Hypertension is a major cause of concern throughout the world, as over a billion people are affected with this medical condition. People with hypertension are susceptible to strokes, heart attack, and heart failure. Simply called high blood pressure, it has a variety of causes, the most common being sedentary lifestyle. With no physical activity and high physical and emotional stress, the blood pressure gets elevated. Diet is another factor that enhances hypertension. With people now relying heavily on ‘fast foods’ to fuel their hectic lifestyle, the diet that effectively runs the body, is sidelined. Coupled with no exercises, it is a recipe for medical disaster.

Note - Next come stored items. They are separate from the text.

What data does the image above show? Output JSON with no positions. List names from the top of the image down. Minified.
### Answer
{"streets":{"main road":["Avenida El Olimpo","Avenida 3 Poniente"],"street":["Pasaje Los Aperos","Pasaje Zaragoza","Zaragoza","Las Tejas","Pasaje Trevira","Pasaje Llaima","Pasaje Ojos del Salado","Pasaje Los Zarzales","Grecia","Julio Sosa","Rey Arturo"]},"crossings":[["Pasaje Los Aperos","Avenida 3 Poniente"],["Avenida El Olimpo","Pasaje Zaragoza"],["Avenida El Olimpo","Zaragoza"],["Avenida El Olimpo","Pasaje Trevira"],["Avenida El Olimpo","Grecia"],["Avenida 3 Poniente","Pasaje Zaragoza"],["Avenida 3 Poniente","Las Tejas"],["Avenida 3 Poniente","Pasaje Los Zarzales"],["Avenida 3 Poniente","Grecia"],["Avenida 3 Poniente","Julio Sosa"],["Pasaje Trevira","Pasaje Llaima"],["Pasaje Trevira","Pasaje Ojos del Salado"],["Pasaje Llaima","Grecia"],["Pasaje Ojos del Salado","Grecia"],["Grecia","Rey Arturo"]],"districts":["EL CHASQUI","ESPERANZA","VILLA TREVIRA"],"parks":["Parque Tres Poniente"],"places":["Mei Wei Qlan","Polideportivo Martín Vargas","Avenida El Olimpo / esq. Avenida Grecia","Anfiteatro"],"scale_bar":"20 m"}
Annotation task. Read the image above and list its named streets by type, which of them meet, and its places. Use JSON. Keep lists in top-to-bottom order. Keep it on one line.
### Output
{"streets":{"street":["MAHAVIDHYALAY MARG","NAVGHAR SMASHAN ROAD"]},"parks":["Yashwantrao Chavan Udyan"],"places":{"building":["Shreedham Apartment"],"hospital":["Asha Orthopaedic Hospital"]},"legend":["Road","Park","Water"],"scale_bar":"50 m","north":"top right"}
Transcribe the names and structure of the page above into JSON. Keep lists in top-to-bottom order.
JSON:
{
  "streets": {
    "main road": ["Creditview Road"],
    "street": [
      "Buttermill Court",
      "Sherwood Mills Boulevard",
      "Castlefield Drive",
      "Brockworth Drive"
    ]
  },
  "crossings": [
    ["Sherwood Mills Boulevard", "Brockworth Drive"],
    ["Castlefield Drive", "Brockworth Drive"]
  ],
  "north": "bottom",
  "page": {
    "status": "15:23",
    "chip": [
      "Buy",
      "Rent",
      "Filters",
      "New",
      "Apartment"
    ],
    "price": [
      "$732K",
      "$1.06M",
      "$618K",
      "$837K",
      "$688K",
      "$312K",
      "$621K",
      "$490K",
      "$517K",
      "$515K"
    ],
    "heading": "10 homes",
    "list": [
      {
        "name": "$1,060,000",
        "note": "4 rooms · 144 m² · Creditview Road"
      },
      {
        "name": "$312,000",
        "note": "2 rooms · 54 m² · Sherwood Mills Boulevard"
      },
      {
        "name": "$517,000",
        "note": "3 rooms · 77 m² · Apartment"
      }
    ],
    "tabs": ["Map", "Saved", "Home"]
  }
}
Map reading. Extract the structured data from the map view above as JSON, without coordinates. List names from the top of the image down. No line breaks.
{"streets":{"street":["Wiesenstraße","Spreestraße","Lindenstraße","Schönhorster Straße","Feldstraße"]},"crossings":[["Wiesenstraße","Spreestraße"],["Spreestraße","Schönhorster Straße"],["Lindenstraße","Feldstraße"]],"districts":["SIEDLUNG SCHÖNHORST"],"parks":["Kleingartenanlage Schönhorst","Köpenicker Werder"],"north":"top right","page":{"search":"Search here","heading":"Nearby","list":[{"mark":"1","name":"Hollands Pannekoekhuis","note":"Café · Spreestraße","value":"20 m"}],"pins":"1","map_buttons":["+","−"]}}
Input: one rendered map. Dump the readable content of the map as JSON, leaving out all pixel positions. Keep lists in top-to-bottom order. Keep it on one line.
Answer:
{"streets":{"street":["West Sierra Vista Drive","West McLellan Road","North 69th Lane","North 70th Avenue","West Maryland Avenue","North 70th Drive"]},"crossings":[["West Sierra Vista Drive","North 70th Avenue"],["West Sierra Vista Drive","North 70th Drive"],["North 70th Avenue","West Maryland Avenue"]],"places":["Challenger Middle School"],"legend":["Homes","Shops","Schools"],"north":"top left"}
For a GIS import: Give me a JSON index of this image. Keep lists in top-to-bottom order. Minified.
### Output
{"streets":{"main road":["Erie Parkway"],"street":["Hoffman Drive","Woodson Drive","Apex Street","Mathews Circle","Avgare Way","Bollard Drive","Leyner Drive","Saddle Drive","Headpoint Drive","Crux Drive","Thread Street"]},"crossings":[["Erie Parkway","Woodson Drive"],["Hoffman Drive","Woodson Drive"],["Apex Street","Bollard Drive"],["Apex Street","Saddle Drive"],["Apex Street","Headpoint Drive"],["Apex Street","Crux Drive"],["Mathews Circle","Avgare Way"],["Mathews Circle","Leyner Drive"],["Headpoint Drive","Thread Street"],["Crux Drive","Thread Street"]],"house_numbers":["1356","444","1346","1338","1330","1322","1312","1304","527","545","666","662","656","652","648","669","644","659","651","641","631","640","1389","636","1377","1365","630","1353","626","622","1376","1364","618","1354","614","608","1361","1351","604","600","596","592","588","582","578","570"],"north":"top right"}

To address this concern, the National Heart, Lung, and Blood Institute (NIH) has formulated a diet, which helps control high blood pressure. Known as Dietary Approaches to Stop Hypertension or DASH, this diet was developed after a series of diet plan studies. However, it must be accompanied by a healthy dose of exercise, to be effective. To help you follow a DASH diet plan, we have listed the major pointers in the lines below.
DASH Diet Plan
For a 2,100 calorie eating plan, the breakup will be as follows:
- Total fat - 27% of calories
- Saturated fat - 6% of calories
- Protein - 18% of calories
- Carbohydrate - 55% of calories
- Cholesterol - 150 mg
- Sodium - 2,300 mg
- Potassium - 4,700 mg
- Calcium - 1,250 mg
- Magnesium - 500 mg
- Fiber - 30 g
DASH Eating Plan
As per the DASH diet, the following food sources must be consumed by an individual suffering from hypertension.
Sources Of Energy & Fiber
Whole wheat bread and rolls, whole wheat pasta, English muffin, pita bread, bagel, cereals, grits, oatmeal, brown rice, unsalted pretzels and popcorn.
Sources Of Potassium, Magnesium, & Fiber
Broccoli, carrots, collards, green beans, green peas, kale, lima beans, potatoes, spinach, squash, sweet potatoes, and tomatoes.
Sources Of Potassium, Magnesium & Fiber
Apples, apricots, bananas, dates, grapes, oranges, grapefruit, grapefruit juice, mangoes, melons, peaches, pineapples, raisins, strawberries, and tangerines.
Sources Of Calcium & Protein
Fat-free (skim) or low-fat (1%) milk or buttermilk, fat-free, low-fat, or reduced-fat cheese, fat-free or low-fat regular or frozen yogurt.
Sources Of Protein & Magnesium
Select only lean; trim away visible fats; broil, roast, or poach; remove skin from poultry.
Sources Of Energy, Magnesium, Protein, & Fiber
Almonds, hazelnuts, mixed nuts, peanuts, walnuts, sunflower seeds, peanut butter, kidney beans, lentils, and split peas.
Sources Of Fat
Soft margarine, vegetable oil (such as canola, corn, olive, or safflower), low-fat mayonnaise, and light salad dressing. This includes fat in or added to foods.
Sources Of Sweets (Low In Fat)
Fruit-flavored gelatin, fruit punch, hard candy, jelly, maple syrup, sorbet and ices, sugar.
Sample DASH Diet Plan
Grains & Grain Products (7-8 Servings per Day)
- 1 slice bread
- 1 cup ready-to-eat cereal
- 1/2 cup cooked rice, pasta, or cereal
Vegetables (4-5 Servings per Day)
- 1 cup raw leafy vegetable
- 1/2 cup cooked vegetable
- 6 ounces vegetable juice
Fruits (4-5 Servings per Day)
- 1 medium fruit
- 1/4 cup dried fruit
- 1/2 cup fresh, frozen, or canned fruit
- 6 ounces fruit juice
Low Fat or Fat Free Dairy Foods (2-3 Servings per Day)
- 8 ounces milk
- 1 cup yogurt
- 1½ ounces cheese
Lean Meats, Poultry & Fish (2 or Less Servings per Day)
- 3 ounces cooked lean meats
- skinless poultry
Nuts, Seeds & Dry Beans (4-5 Servings per Week)
- 1/3 cup or 1½ ounces nuts
- 1 tbsp or ½ ounce seeds
- 1/2 cup cooked dry beans
Fats & Oils (2-3 Servings Per Day)
- 1 tsp soft margarine
- 1 tbsp low fat mayonnaise
- 2 tbsp light salad dressing
- 1 tsp vegetable oil
Sweets (5 Servings Per Week)
- 1 tbsp sugar
- 1 tbsp jelly or jam
- 1/2 ounce jelly beans
- 8 ounces lemonade
- The egg intake should be not more than four per week as the eggs are high in cholesterol.